Sidang kasus penempatan dan perekrutan ilegal Calon Pekerja Migran Indonesia (CPMI) pada Rabu (10/9/2025)

MALANG, BERITAKATA.id – Majelis Hakim Pengadilan Negeri (PN) Kota Malang menjatuhkan vonis penjara dan denda terhadap tiga terdakwa kasus penempatan dan perekrutan ilegal Calon Pekerja Migran Indonesia (CPMI) pada Rabu (10/9/2025).

Ketiga terdakwa, HNR (45) selaku penanggung jawab fasilitas penampungan, DP (37) sebagai kepala cabang PT NSP wilayah Malang, dan AB (34) yang bertugas sebagai perekrut lapangan, terbukti bersalah melakukan tindak pidana sesuai tuntutan jaksa.

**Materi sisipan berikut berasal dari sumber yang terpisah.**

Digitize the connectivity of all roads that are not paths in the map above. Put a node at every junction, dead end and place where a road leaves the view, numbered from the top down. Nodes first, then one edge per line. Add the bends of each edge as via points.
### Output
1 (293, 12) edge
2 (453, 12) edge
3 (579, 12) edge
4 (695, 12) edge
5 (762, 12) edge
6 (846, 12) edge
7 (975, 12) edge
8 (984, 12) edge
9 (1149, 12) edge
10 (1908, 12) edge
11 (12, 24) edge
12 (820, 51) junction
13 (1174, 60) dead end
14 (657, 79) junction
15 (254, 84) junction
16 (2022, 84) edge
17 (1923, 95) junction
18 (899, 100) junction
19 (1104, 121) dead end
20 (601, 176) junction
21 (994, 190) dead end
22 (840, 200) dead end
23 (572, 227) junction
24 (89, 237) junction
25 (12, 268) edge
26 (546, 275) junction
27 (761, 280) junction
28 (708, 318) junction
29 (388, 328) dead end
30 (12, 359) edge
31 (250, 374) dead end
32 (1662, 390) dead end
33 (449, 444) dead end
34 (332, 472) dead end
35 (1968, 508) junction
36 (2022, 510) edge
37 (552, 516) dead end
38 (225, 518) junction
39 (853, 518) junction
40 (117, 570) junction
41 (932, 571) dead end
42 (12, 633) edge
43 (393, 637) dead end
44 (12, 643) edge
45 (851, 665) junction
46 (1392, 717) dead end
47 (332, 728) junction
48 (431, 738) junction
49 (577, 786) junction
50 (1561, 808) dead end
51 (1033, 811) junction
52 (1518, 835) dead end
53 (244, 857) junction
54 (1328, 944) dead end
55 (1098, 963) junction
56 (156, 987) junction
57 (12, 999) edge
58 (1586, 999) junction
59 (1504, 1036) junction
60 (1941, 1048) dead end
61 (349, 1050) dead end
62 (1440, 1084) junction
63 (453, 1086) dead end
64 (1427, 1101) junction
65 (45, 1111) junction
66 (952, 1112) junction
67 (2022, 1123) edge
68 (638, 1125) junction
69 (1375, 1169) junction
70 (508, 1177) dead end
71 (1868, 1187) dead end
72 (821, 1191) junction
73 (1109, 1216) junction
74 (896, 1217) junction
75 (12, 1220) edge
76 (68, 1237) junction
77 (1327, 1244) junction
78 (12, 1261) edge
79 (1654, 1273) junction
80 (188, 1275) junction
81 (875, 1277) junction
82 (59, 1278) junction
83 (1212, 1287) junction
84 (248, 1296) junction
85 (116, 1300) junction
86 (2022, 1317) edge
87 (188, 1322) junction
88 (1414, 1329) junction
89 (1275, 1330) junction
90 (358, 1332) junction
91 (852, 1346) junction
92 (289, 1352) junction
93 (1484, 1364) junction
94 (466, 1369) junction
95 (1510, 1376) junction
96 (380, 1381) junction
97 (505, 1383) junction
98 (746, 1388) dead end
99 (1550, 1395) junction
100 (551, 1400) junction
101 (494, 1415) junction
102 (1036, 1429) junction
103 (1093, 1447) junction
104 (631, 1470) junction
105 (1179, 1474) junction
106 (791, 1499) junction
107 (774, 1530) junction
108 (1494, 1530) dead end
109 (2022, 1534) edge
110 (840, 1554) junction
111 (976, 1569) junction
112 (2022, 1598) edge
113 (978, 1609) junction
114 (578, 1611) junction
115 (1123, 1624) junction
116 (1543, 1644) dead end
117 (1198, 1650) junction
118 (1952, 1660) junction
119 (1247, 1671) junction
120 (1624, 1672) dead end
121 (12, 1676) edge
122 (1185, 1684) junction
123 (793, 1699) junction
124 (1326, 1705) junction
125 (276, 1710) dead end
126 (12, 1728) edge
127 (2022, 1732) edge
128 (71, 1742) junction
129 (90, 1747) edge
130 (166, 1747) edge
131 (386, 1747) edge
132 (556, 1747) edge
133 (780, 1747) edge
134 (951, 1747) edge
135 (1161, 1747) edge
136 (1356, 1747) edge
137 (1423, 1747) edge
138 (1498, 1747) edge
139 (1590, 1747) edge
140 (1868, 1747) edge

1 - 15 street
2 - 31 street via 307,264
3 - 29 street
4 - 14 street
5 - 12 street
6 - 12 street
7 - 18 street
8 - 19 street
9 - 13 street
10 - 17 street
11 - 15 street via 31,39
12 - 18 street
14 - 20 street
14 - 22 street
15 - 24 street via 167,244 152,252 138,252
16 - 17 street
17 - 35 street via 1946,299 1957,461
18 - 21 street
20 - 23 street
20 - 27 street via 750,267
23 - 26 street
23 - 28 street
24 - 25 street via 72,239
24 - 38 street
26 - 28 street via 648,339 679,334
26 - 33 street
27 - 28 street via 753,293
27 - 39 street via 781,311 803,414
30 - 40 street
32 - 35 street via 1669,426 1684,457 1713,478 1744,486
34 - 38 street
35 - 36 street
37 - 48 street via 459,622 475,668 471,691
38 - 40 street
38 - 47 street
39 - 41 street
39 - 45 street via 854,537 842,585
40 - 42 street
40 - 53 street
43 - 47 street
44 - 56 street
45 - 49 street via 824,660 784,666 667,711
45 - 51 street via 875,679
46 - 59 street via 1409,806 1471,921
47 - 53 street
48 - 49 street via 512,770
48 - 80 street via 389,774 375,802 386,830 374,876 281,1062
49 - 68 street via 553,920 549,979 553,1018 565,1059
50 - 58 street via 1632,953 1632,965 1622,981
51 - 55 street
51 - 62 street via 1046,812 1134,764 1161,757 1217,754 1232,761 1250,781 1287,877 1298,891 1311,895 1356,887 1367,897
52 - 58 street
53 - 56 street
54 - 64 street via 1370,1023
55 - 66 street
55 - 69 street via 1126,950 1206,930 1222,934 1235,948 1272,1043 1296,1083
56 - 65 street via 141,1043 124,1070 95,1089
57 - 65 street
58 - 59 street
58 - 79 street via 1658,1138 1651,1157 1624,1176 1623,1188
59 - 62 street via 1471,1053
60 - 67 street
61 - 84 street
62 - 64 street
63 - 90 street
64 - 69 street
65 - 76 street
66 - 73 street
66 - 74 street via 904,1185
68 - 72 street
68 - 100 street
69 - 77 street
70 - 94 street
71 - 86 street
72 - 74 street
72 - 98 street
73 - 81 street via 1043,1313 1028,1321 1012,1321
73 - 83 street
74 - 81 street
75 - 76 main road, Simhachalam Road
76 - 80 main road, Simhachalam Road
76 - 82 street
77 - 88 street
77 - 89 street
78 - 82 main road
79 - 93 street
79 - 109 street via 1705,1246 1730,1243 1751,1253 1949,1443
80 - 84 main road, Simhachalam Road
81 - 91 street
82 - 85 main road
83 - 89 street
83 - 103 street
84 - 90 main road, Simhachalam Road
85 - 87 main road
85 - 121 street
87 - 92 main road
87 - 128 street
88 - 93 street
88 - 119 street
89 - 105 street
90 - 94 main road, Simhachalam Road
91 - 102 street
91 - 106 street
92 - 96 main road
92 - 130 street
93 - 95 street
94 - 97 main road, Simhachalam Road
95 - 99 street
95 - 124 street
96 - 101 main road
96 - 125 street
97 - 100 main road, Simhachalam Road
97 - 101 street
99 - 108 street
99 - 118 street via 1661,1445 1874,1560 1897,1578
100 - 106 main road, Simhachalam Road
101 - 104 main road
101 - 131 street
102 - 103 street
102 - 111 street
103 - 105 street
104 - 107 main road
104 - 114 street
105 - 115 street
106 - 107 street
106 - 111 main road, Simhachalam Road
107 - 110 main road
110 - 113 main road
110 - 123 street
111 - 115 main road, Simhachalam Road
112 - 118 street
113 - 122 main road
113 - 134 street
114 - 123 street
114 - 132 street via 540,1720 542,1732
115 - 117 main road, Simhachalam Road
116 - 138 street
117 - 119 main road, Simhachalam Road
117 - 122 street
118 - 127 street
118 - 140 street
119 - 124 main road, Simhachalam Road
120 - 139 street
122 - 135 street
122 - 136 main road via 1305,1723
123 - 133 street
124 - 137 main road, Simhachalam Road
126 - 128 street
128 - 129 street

“Untuk terdakwa HNR divonis 2 tahun penjara dan denda Rp 200 juta, subsider 6 bulan kurungan,” kata Jaksa Penuntut Umum (JPU) dari Kejaksaan Negeri Kota Malang, Mohamad Heriyanto pada Rabu (10/9/2025).

Sementara itu, dua terdakwa lainnya menerima hukuman lebih ringan.

“Terdakwa DP dan AB masing-masing divonis 1 tahun 8 bulan penjara dengan denda yang sama, yaitu Rp 200 juta subsider 6 bulan kurungan,” tambah Heriyanto.

Sebelumnya, JPU menuntut sesuai dengan Pasal 81 jo Pasal 69 UU No.18/2017 tentang Perlindungan Pekerja Migran Indonesia. Terdakwa Hermin dituntut 6 tahun penjara dan denda Rp200 juta subsider 6 bulan. Sedangkan untuk terdakwa Dian dan Alti dituntut 5 tahun penjara dan denda Rp200 juta subsider 6 bulan.

Menanggapi vonis yang lebih rendah dari tuntutan, pihak Kejaksaan Negeri Kota Malang menyatakan akan mempertimbangkan langkah hukum selanjutnya.

“Sikap kami adalah pikir-pikir. Kami akan melaporkan hasil ini kepada pimpinan untuk menentukan sikap lebih lanjut,” jelasnya.

Di sisi lain, putusan ini menuai kekecewaan mendalam dari Serikat Buruh Migran Indonesia (SBMI). Dewan Pertimbangan SBMI, Dina Nuryati, menyatakan bahwa vonis tersebut jauh dari rasa keadilan dan gagal memberikan efek jera.

“Kami sangat kecewa. Putusan ini jauh dari tuntutan JPU dan hanya melihat kasus ini dari pelanggaran prosedural penempatan, bukan sebagai kejahatan perdagangan orang,” ujar Dina dengan tegas.

Menurutnya, fakta-fakta persidangan telah dengan jelas menunjukkan adanya unsur Tindak Pidana Perdagangan Orang (TPPO). Namun, hal tersebut diabaikan oleh majelis hakim.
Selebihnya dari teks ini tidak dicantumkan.